## TASK
With the pictures left aside, write out the entries that follow exactly.

## RECORDS FOR THIS TASK
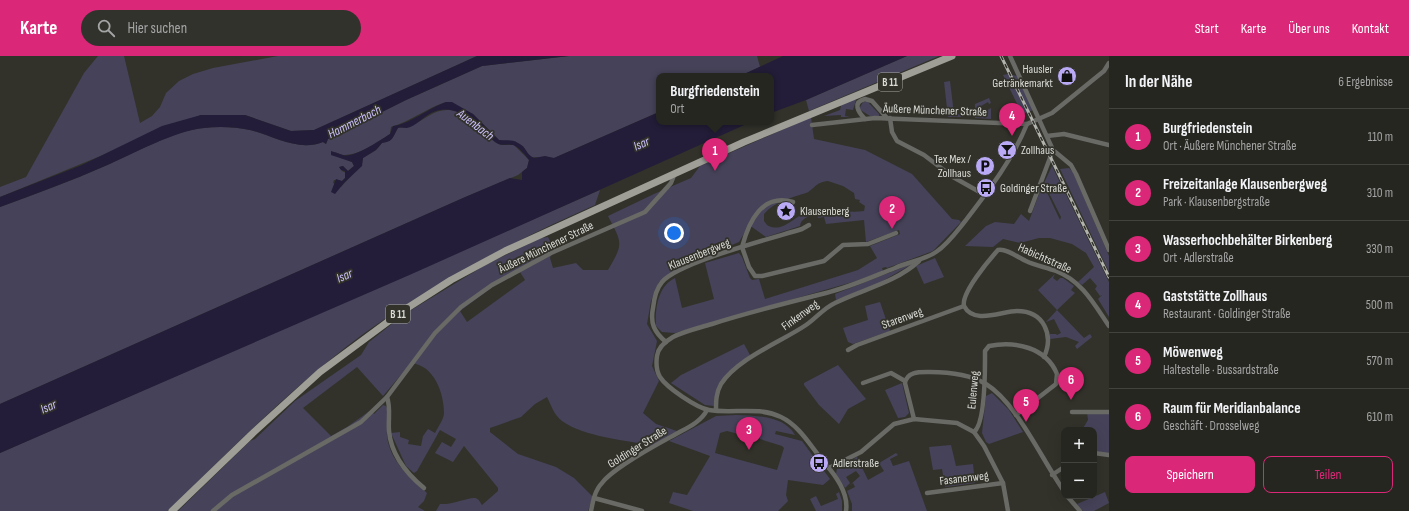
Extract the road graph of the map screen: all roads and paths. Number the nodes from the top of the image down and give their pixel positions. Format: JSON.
{"nodes":[{"id":1,"x":952,"y":56,"type":"edge"},
{"id":2,"x":1010,"y":56,"type":"edge"},
{"id":3,"x":1109,"y":64,"type":"edge"},
{"id":4,"x":888,"y":118,"type":"junction"},
{"id":5,"x":1040,"y":118,"type":"junction"},
{"id":6,"x":865,"y":119,"type":"junction"},
{"id":7,"x":812,"y":124,"type":"dead end"},
{"id":8,"x":1027,"y":124,"type":"junction"},
{"id":9,"x":1047,"y":136,"type":"junction"},
{"id":10,"x":1109,"y":145,"type":"edge"},
{"id":11,"x":1053,"y":150,"type":"junction"},
{"id":12,"x":675,"y":173,"type":"junction"},
{"id":13,"x":985,"y":195,"type":"junction"},
{"id":14,"x":793,"y":202,"type":"dead end"},
{"id":15,"x":1030,"y":211,"type":"dead end"},
{"id":16,"x":808,"y":226,"type":"dead end"},
{"id":17,"x":896,"y":233,"type":"dead end"},
{"id":18,"x":742,"y":247,"type":"junction"},
{"id":19,"x":1109,"y":250,"type":"edge"},
{"id":20,"x":920,"y":259,"type":"junction"},
{"id":21,"x":964,"y":306,"type":"junction"},
{"id":22,"x":1109,"y":326,"type":"edge"},
{"id":23,"x":666,"y":342,"type":"junction"},
{"id":24,"x":848,"y":350,"type":"dead end"},
{"id":25,"x":1044,"y":357,"type":"junction"},
{"id":26,"x":905,"y":381,"type":"junction"},
{"id":27,"x":863,"y":383,"type":"dead end"},
{"id":28,"x":985,"y":383,"type":"junction"},
{"id":29,"x":387,"y":397,"type":"junction"},
{"id":30,"x":707,"y":410,"type":"junction"},
{"id":31,"x":716,"y":410,"type":"junction"},
{"id":32,"x":1072,"y":412,"type":"dead end"},
{"id":33,"x":1109,"y":412,"type":"edge"},
{"id":34,"x":1016,"y":415,"type":"junction"},
{"id":35,"x":914,"y":419,"type":"junction"},
{"id":36,"x":974,"y":432,"type":"junction"},
{"id":37,"x":1097,"y":453,"type":"edge"},
{"id":38,"x":1109,"y":455,"type":"edge"},
{"id":39,"x":829,"y":468,"type":"junction"},
{"id":40,"x":1061,"y":469,"type":"edge"},
{"id":41,"x":1052,"y":475,"type":"junction"},
{"id":42,"x":1003,"y":483,"type":"junction"},
{"id":43,"x":1061,"y":487,"type":"edge"},
{"id":44,"x":424,"y":488,"type":"dead end"},
{"id":45,"x":927,"y":493,"type":"dead end"},
{"id":46,"x":594,"y":498,"type":"junction"},
{"id":47,"x":1070,"y":499,"type":"edge"},
{"id":48,"x":172,"y":511,"type":"edge"},
{"id":49,"x":213,"y":511,"type":"edge"},
{"id":50,"x":591,"y":511,"type":"edge"},
{"id":51,"x":642,"y":511,"type":"edge"},
{"id":52,"x":846,"y":511,"type":"edge"},
{"id":53,"x":1008,"y":511,"type":"edge"},
{"id":54,"x":1080,"y":511,"type":"edge"}],
"edges":[{"from":1,"to":12,"type":"main road","number":"B 11"},
{"from":2,"to":5,"type":"street"},
{"from":3,"to":5,"type":"street","name":"Äußere Münchener Straße"},
{"from":4,"to":6,"type":"street","name":"Äußere Münchener Straße"},
{"from":4,"to":6,"type":"street"},
{"from":4,"to":8,"type":"street","name":"Äußere Münchener Straße"},
{"from":4,"to":13,"type":"street"},
{"from":5,"to":8,"type":"street","name":"Äußere Münchener Straße"},
{"from":5,"to":9,"type":"street"},
{"from":6,"to":7,"type":"street","name":"Äußere Münchener Straße"},
{"from":8,"to":13,"type":"street"},
{"from":9,"to":10,"type":"street"},
{"from":9,"to":11,"type":"street"},
{"from":11,"to":15,"type":"street"},
{"from":11,"to":19,"type":"street"},
{"from":12,"to":29,"type":"street","name":"Äußere Münchener Straße"},
{"from":12,"to":48,"type":"main road","number":"B 11"},
{"from":13,"to":20,"type":"street"},
{"from":14,"to":18,"type":"street"},
{"from":16,"to":18,"type":"street","name":"Klausenbergweg"},
{"from":17,"to":18,"type":"street"},
{"from":18,"to":23,"type":"street","name":"Klausenbergweg"},
{"from":20,"to":23,"type":"street"},
{"from":20,"to":31,"type":"street","name":"Finkenweg"},
{"from":21,"to":22,"type":"street","name":"Habichtstraße"},
{"from":21,"to":24,"type":"street","name":"Starenweg"},
{"from":21,"to":25,"type":"street"},
{"from":23,"to":30,"type":"street"},
{"from":25,"to":28,"type":"street","name":"Eulenweg"},
{"from":25,"to":34,"type":"street"},
{"from":26,"to":27,"type":"street"},
{"from":26,"to":28,"type":"street"},
{"from":26,"to":35,"type":"street"},
{"from":28,"to":34,"type":"street"},
{"from":28,"to":36,"type":"street","name":"Eulenweg"},
{"from":29,"to":44,"type":"street"},
{"from":29,"to":49,"type":"street","name":"Äußere Münchener Straße"},
{"from":30,"to":31,"type":"street"},
{"from":30,"to":46,"type":"street","name":"Goldinger Straße"},
{"from":31,"to":39,"type":"street"},
{"from":32,"to":33,"type":"street"},
{"from":34,"to":41,"type":"street"},
{"from":35,"to":36,"type":"street"},
{"from":35,"to":39,"type":"street"},
{"from":36,"to":42,"type":"street"},
{"from":37,"to":38,"type":"street"},
{"from":39,"to":52,"type":"street"},
{"from":40,"to":41,"type":"street"},
{"from":41,"to":43,"type":"street"},
{"from":42,"to":45,"type":"street","name":"Fasanenweg"},
{"from":42,"to":53,"type":"street"},
{"from":46,"to":50,"type":"street","name":"Goldinger Straße"},
{"from":46,"to":51,"type":"street"},
{"from":47,"to":54,"type":"street"}]}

## SOLUTION TO THE PROBLEM
Extract the road graph of the map screen: all roads and paths. Number the nodes from the top of the image down and give their pixel positions. Format: JSON.
{"nodes":[{"id":1,"x":952,"y":56,"type":"edge"},
{"id":2,"x":1010,"y":56,"type":"edge"},
{"id":3,"x":1109,"y":64,"type":"edge"},
{"id":4,"x":888,"y":118,"type":"junction"},
{"id":5,"x":1040,"y":118,"type":"junction"},
{"id":6,"x":865,"y":119,"type":"junction"},
{"id":7,"x":812,"y":124,"type":"dead end"},
{"id":8,"x":1027,"y":124,"type":"junction"},
{"id":9,"x":1047,"y":136,"type":"junction"},
{"id":10,"x":1109,"y":145,"type":"edge"},
{"id":11,"x":1053,"y":150,"type":"junction"},
{"id":12,"x":675,"y":173,"type":"junction"},
{"id":13,"x":985,"y":195,"type":"junction"},
{"id":14,"x":793,"y":202,"type":"dead end"},
{"id":15,"x":1030,"y":211,"type":"dead end"},
{"id":16,"x":808,"y":226,"type":"dead end"},
{"id":17,"x":896,"y":233,"type":"dead end"},
{"id":18,"x":742,"y":247,"type":"junction"},
{"id":19,"x":1109,"y":250,"type":"edge"},
{"id":20,"x":920,"y":259,"type":"junction"},
{"id":21,"x":964,"y":306,"type":"junction"},
{"id":22,"x":1109,"y":326,"type":"edge"},
{"id":23,"x":666,"y":342,"type":"junction"},
{"id":24,"x":848,"y":350,"type":"dead end"},
{"id":25,"x":1044,"y":357,"type":"junction"},
{"id":26,"x":905,"y":381,"type":"junction"},
{"id":27,"x":863,"y":383,"type":"dead end"},
{"id":28,"x":985,"y":383,"type":"junction"},
{"id":29,"x":387,"y":397,"type":"junction"},
{"id":30,"x":707,"y":410,"type":"junction"},
{"id":31,"x":716,"y":410,"type":"junction"},
{"id":32,"x":1072,"y":412,"type":"dead end"},
{"id":33,"x":1109,"y":412,"type":"edge"},
{"id":34,"x":1016,"y":415,"type":"junction"},
{"id":35,"x":914,"y":419,"type":"junction"},
{"id":36,"x":974,"y":432,"type":"junction"},
{"id":37,"x":1097,"y":453,"type":"edge"},
{"id":38,"x":1109,"y":455,"type":"edge"},
{"id":39,"x":829,"y":468,"type":"junction"},
{"id":40,"x":1061,"y":469,"type":"edge"},
{"id":41,"x":1052,"y":475,"type":"junction"},
{"id":42,"x":1003,"y":483,"type":"junction"},
{"id":43,"x":1061,"y":487,"type":"edge"},
{"id":44,"x":424,"y":488,"type":"dead end"},
{"id":45,"x":927,"y":493,"type":"dead end"},
{"id":46,"x":594,"y":498,"type":"junction"},
{"id":47,"x":1070,"y":499,"type":"edge"},
{"id":48,"x":172,"y":511,"type":"edge"},
{"id":49,"x":213,"y":511,"type":"edge"},
{"id":50,"x":591,"y":511,"type":"edge"},
{"id":51,"x":642,"y":511,"type":"edge"},
{"id":52,"x":846,"y":511,"type":"edge"},
{"id":53,"x":1008,"y":511,"type":"edge"},
{"id":54,"x":1080,"y":511,"type":"edge"}],
"edges":[{"from":1,"to":12,"type":"main road","number":"B 11"},
{"from":2,"to":5,"type":"street"},
{"from":3,"to":5,"type":"street","name":"Äußere Münchener Straße"},
{"from":4,"to":6,"type":"street","name":"Äußere Münchener Straße"},
{"from":4,"to":6,"type":"street"},
{"from":4,"to":8,"type":"street","name":"Äußere Münchener Straße"},
{"from":4,"to":13,"type":"street"},
{"from":5,"to":8,"type":"street","name":"Äußere Münchener Straße"},
{"from":5,"to":9,"type":"street"},
{"from":6,"to":7,"type":"street","name":"Äußere Münchener Straße"},
{"from":8,"to":13,"type":"street"},
{"from":9,"to":10,"type":"street"},
{"from":9,"to":11,"type":"street"},
{"from":11,"to":15,"type":"street"},
{"from":11,"to":19,"type":"street"},
{"from":12,"to":29,"type":"street","name":"Äußere Münchener Straße"},
{"from":12,"to":48,"type":"main road","number":"B 11"},
{"from":13,"to":20,"type":"street"},
{"from":14,"to":18,"type":"street"},
{"from":16,"to":18,"type":"street","name":"Klausenbergweg"},
{"from":17,"to":18,"type":"street"},
{"from":18,"to":23,"type":"street","name":"Klausenbergweg"},
{"from":20,"to":23,"type":"street"},
{"from":20,"to":31,"type":"street","name":"Finkenweg"},
{"from":21,"to":22,"type":"street","name":"Habichtstraße"},
{"from":21,"to":24,"type":"street","name":"Starenweg"},
{"from":21,"to":25,"type":"street"},
{"from":23,"to":30,"type":"street"},
{"from":25,"to":28,"type":"street","name":"Eulenweg"},
{"from":25,"to":34,"type":"street"},
{"from":26,"to":27,"type":"street"},
{"from":26,"to":28,"type":"street"},
{"from":26,"to":35,"type":"street"},
{"from":28,"to":34,"type":"street"},
{"from":28,"to":36,"type":"street","name":"Eulenweg"},
{"from":29,"to":44,"type":"street"},
{"from":29,"to":49,"type":"street","name":"Äußere Münchener Straße"},
{"from":30,"to":31,"type":"street"},
{"from":30,"to":46,"type":"street","name":"Goldinger Straße"},
{"from":31,"to":39,"type":"street"},
{"from":32,"to":33,"type":"street"},
{"from":34,"to":41,"type":"street"},
{"from":35,"to":36,"type":"street"},
{"from":35,"to":39,"type":"street"},
{"from":36,"to":42,"type":"street"},
{"from":37,"to":38,"type":"street"},
{"from":39,"to":52,"type":"street"},
{"from":40,"to":41,"type":"street"},
{"from":41,"to":43,"type":"street"},
{"from":42,"to":45,"type":"street","name":"Fasanenweg"},
{"from":42,"to":53,"type":"street"},
{"from":46,"to":50,"type":"street","name":"Goldinger Straße"},
{"from":46,"to":51,"type":"street"},
{"from":47,"to":54,"type":"street"}]}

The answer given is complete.